С конца 1980‑х годов, с концом советской власти, в российской печати появился целый поток мемуарной и автобиографической литературы о советском времени, написанной в разные годы (большей частью, после смерти Сталина). Авторы этих мемуаров заняты осмыслением советского — сталинского — опыта в пределах отдельной жизни [1]. От рамки, заданной журнальной рубрикой или издательской серией («Частные воспоминания о ХХ веке», «Мой ХХ век», «ХХ век от первого лица»), до сигналов, разбросанных в самих текстах, такие публикации заявляют о себе как об историзации частной жизни и приватизации истории. Это проявление того, что принято называть «историческим сознанием», понимая под этим самоосознание или самоутверждение за счет соотнесения своего «я» с понятием истории. Исследователи не раз связывали историческое сознание и мемуарно–автобиографическое письмо [2]. Моя задача — выявить следы, источники и ходы такого самосознания в русской мемуаристике, опубликованной на рубеже XXI века. Тот ход, который описан в настоящей статье, начинается именем Герцена и ведет к Гегелю; он опосредован современными исследователями Герцена — Гегеля, прежде всего Лидией Гинзбург.
Бросается в глаза, как часто мемуаристы–интеллигенты советской эпохи упоминают Герцена и «Былое и думы» в качестве сигнала своей авторской позиции, по которому узнают «своих». Так, Давид Самойлов в своих поденных записях и мемуарных эссе сознательно ориентировался на «Былое и думы». При публикации в 1995 году «Памятных записок» об этом упомянула в предисловии и вдова Самойлова. По ее словам, «впервые на устремленность автора в этом направлении обратила внимание Л. К. Чуковская». Между тем Давид Самойлов именно так описал «Записки об Анне Ахматовой» самой Чуковской: «Жанр — «Былое и думы»” (разговор происходит в Переделкине в 1971 году [3]). Таких примеров немало [4]. Думаю, что Герцен снабдил советских читателей не столько жанровым образцом (сам Герцен любил называть свои мемуары неопределенным словом «записки»), сколько лицензией на авторство, а когда — с концом советской эпохи — это стало возможным, и на публикацию. Со всей прямотой об этом сказал в 1999 году Василий Катанян: «Воодушевленный словами Герцена, что мемуары может писать всякий, потому что никто не обязан их читать, я собрал воедино куски воспоминаний, написанных в разное время…» [5] Дело, конечно, не столько в предоставлении читателю свободы читать или не читать, сколько в том, что читатель Герцена знал, что автобиографические записки, фрагментарные воспоминания, отрывки — это полноправные исторические документы. Павел Антокольский также видел в Герцене «своего». «…Все это могло быть написано и сегодня…» — записал он в дневнике в 1968 году, читая ночью во время бессонницы рассуждения Герцена об истории. По словам Антокольского, стоит ему «хотя бы случайно, ненароком раскрыть Герцена», как его охватывает «волнение», «ощущение величия судьбы», «стиля — жизненного и литературного», но, думаю, важнее всего остального то, что Антокольский называет «обостренным историческим сознанием» Герцена [6]. Каждый может писать (и печатать) дневники и записки именно потому, что выступает как носитель исторического сознания, по образцу Герцена — автора «Былого и дум».

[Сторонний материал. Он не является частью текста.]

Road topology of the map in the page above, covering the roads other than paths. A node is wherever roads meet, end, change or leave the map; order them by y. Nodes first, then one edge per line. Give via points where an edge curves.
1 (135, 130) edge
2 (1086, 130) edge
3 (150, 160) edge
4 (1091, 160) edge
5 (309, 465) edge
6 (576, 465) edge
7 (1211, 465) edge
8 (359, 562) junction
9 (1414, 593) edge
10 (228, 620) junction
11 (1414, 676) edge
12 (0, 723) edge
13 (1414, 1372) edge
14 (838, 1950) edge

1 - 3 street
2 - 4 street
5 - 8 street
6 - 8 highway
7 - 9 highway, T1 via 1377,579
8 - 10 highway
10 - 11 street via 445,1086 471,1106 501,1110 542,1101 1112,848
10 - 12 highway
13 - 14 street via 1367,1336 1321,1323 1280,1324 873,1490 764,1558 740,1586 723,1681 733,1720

С герценовской эпохой отождествлялась и жизнь, описанная в дневниках и мемуарах. Красноречивый пример — воспоминания Руфи Зерновой о Г. А. Гуковском. (Разговор, кажется, происходит в конце 1930‑х годов):
“— А я написала домой, что у нас в университете есть Грановский: его фамилия — Гуковский. — Он ничуть не возликовал. — Я такой же Грановский, как вы… Герцен! — ответил он. <…> — Вот что пишет Герцен в «Былом и думах» — наверное, вы давно их не перечитывали: «К концу тяжелой эпохи, из которой Россия выходит теперь…»”. На тех же страницах мемуаров Зерновой процитированы слова Гуковского, сказанные в 1949 году, незадолго до ареста: «Поворачивается колесо истории…»[7] Отождествить «своих» с кругом персонажей «Былого и дум» означает ощутить себя субъектом истории, сигналом чего является и метафора поворачивающегося колеса.
Развернутая картина жизни в истории, ориентированная на круг Герцена и на «Былое и думы», представлена в известных мемуарах Лидии Либединской «Зеленая лампа». Либединская описывает, как в 1948 году они с мужем Юрием Либединским по вечерам на даче читали вслух «Былое и думы», разделяя «высокий накал страстей», которым проникнута эта «великая» книга. «Проштудировали» и курс лекций Грановского. Отправившись в Москву, совершили паломничество в комнату, в которой Герцен родился в роковом 1812 году (в «доме Герцена» находился тогда и по сей день находится Литературный институт). В 1962 году, на даче в Переделкине, Либединская говорила с Корнеем Чуковским о «сложных и трудных» отношениях в семье и кругу Герцена — так, «как говорят об очень дорогих людях, которым надо помочь…». Отождествление с кругом Герцена укрепляло Либединскую в самосознании «интеллигента в переломные моменты истории» [8]. Прямой потомок Льва Толстого, она, как кажется, предпочла сродство не семейное, а избранное, закрепленное на письме. Либединская не только писала о Герцене (в частности, в книге «Герцен в Москве», в которой она совершает прогулки по Москве по следам Герцена), но и выпустила адаптированное издание «Былого и дум» (в 1960‑е годы) — своего рода «мои «Былое и думы»”.